STEPHAN M. VIDMAR, Magistrate Judge.
THIS MATTER is before the Court on Plaintiff's Motion to Reverse or Remand Administrative Agency Decision [Doc. 24] and a Memorandum Brief in Support [Doc. 24-1] (collectively, "Motion"), filed on February 27, 2015. The Commissioner responded on June 3, 2015. [Doc. 30]. Plaintiff replied on June 29, 2015. [Doc. 33]. The Honorable M. Christina Armijo, Chief United States District Judge, referred the case to me for analysis and a recommended disposition. [Doc. 19]. Having meticulously reviewed the entire record and being fully advised in the premises, I find that the Administrative Law Judge ("ALJ") failed to give good reasons—supported by substantial evidence—for rejecting the opinion of treating physician Mary Martinez, M.D. Because the error in evaluating Dr. Martinez's opinion may necessarily affect whether Plaintiff's impairments meet or medically equal a Listing, I decline to address Plaintiff's alleged error regarding the Listings at this time. Therefore, I recommend that the Motion be granted and the case remanded for further proceedings consistent with this opinion. See 42 U.S.C. § 405(g) (sentence four).

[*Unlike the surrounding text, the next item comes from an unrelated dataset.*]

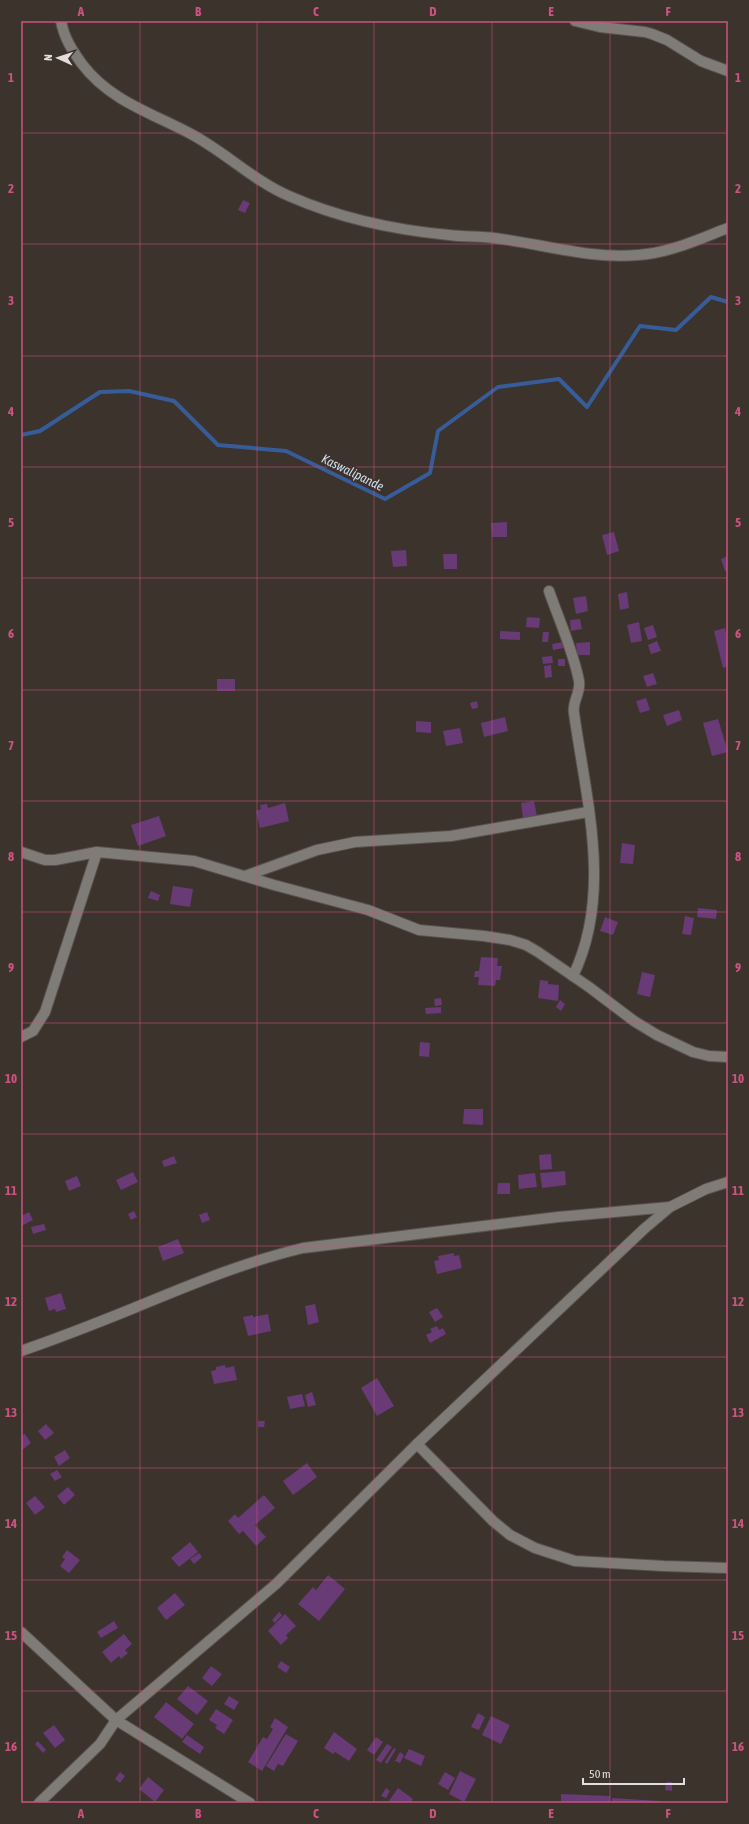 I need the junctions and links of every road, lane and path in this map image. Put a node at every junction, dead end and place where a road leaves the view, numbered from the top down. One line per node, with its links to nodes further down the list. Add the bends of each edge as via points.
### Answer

The standard of review in a Social Security appeal is whether the Commissioner's final decision
"Substantial evidence is such relevant evidence as a reasonable mind might accept as adequate to support a conclusion." Langley, 373 F.3d at 1118. The decision "is not based on substantial evidence if it is overwhelmed by other evidence in the record or if there is a mere scintilla of evidence supporting it." Id. While a court may not reweigh the evidence or try the issues de novo, its examination of the record as a whole must include "anything that may undercut or detract from the [Commissioner]'s findings in order to determine if the substantiality test has been met." Grogan v. Barnhart, 399 F.3d 1257, 1262 (10th Cir. 2005). "The possibility of drawing two inconsistent conclusions from the evidence does not prevent [the] findings from being supported by substantial evidence." Lax v. Astrue, 489 F.3d 1080, 1084 (10th Cir. 2007) (quoting Zoltanski v. FAA, 372 F.3d 1195, 1200 (10th Cir. 2004)).

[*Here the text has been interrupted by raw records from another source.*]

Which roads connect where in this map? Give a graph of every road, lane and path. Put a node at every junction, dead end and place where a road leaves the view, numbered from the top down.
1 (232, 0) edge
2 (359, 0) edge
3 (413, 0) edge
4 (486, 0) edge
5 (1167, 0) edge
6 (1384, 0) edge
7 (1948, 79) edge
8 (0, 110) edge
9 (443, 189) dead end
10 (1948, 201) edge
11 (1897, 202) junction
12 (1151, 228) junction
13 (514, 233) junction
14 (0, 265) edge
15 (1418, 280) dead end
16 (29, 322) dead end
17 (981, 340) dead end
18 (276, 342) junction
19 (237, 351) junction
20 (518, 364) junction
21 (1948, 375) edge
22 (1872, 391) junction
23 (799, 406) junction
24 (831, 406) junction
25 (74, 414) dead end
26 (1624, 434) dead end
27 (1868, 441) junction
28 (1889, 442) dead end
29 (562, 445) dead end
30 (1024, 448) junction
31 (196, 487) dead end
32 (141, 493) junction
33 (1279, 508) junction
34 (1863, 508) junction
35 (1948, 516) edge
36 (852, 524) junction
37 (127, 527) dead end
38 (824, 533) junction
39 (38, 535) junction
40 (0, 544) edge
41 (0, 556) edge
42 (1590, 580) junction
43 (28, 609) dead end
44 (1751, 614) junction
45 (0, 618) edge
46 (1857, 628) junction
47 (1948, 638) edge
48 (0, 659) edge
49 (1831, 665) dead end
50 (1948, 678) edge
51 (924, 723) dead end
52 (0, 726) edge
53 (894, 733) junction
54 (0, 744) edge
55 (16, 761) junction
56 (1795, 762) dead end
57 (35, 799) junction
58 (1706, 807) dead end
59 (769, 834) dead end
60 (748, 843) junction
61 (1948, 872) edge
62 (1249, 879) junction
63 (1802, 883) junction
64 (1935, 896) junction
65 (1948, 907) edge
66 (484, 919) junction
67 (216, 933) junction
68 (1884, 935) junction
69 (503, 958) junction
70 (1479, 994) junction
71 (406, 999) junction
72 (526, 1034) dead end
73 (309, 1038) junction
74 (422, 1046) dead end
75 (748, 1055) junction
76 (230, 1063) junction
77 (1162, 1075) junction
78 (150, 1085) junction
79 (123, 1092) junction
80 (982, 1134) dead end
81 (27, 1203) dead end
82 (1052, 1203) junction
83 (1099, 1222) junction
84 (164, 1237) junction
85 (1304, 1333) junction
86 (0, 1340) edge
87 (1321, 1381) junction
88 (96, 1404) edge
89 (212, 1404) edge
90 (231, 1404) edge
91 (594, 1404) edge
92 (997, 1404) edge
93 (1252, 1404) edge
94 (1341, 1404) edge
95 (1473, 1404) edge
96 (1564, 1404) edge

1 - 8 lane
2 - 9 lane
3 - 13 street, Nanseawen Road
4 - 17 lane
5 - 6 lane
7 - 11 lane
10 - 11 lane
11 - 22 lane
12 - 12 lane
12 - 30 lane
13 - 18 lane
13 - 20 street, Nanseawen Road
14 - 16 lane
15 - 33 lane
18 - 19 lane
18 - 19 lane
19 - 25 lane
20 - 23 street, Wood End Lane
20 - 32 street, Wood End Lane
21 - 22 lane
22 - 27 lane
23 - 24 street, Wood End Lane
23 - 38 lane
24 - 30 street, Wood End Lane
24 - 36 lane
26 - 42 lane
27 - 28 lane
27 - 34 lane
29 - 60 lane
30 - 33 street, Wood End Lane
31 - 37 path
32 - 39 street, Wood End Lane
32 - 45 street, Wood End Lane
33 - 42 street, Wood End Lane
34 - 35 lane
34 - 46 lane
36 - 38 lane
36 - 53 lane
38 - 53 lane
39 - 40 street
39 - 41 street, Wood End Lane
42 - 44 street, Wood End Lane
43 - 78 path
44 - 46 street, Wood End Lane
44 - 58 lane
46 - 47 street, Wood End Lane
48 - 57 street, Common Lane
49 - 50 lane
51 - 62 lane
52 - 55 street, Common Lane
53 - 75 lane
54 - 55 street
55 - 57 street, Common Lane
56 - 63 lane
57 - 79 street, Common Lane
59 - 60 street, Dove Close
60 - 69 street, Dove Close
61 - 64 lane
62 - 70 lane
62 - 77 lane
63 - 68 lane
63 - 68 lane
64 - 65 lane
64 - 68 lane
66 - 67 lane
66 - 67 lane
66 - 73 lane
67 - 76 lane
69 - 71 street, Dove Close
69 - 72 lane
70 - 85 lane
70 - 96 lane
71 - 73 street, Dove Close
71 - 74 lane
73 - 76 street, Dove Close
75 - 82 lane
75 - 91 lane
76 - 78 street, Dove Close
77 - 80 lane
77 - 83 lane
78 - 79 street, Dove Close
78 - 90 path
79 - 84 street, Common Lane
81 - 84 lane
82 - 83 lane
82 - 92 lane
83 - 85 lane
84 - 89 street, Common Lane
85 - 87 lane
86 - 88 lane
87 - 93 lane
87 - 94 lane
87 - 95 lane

In order to qualify for disability benefits, a claimant must establish that she is unable "to engage in any substantial gainful activity by reason of any medically determinable physical or mental impairment which can be expected to result in death or which has lasted or can be expected to last for a continuous period of not less than 12 months." 42 U.S.C. § 1382c(a)(3)(A); 20 C.F.R. § 416.905(a).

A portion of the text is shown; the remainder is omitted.